Transcribe the records below from the first line to the line that includes "middle tip: (326, 134)", inclusive, and omit the pictures.

(People photos with keypoints)
=======

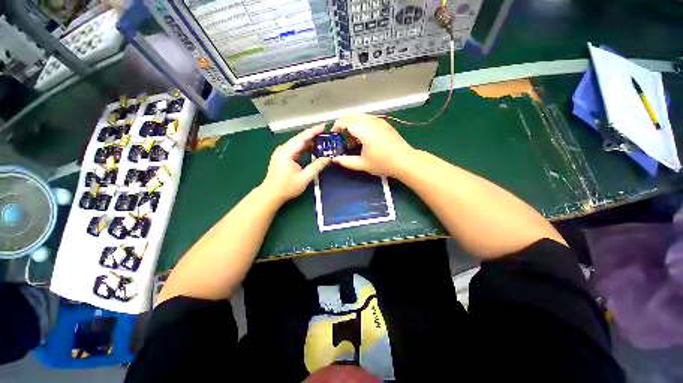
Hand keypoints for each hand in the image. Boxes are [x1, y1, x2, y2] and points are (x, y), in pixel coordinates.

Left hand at [261, 124, 330, 202]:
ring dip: (310, 143)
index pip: (302, 137)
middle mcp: (283, 149)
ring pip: (298, 144)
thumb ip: (316, 166)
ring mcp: (282, 152)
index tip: (324, 126)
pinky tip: (313, 149)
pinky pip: (296, 149)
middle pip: (300, 139)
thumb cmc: (287, 187)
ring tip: (323, 141)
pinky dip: (305, 149)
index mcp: (287, 152)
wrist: (271, 194)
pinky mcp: (283, 157)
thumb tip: (328, 158)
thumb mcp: (304, 178)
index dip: (314, 131)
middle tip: (326, 134)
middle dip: (313, 135)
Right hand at [332, 113, 415, 176]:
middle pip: (352, 114)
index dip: (336, 126)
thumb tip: (335, 159)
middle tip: (340, 135)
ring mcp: (379, 121)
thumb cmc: (383, 163)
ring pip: (361, 116)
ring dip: (352, 123)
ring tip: (352, 139)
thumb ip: (346, 161)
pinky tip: (363, 138)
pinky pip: (369, 119)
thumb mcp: (362, 164)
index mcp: (364, 130)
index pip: (345, 121)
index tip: (333, 135)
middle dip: (343, 123)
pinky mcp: (385, 124)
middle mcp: (371, 121)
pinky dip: (361, 124)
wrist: (405, 161)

=======

◆ **Written solution**:
Hand keypoints for each hand in the image. Boxes are [x1, y1, x2, y2] and points are (x, y), in pixel coordinates.

Left hand at [261, 124, 330, 202]:
ring dip: (310, 143)
index pip: (302, 137)
middle mcp: (283, 149)
ring pip: (298, 144)
thumb ip: (316, 166)
ring mcp: (282, 152)
index tip: (324, 126)
pinky tip: (313, 149)
pinky pip: (296, 149)
middle pip: (300, 139)
thumb cmc: (287, 187)
ring tip: (323, 141)
pinky dip: (305, 149)
index mcp: (287, 152)
wrist: (271, 194)
pinky mcp: (283, 157)
thumb tip: (328, 158)
thumb mcp: (304, 178)
index dip: (314, 131)
middle tip: (326, 134)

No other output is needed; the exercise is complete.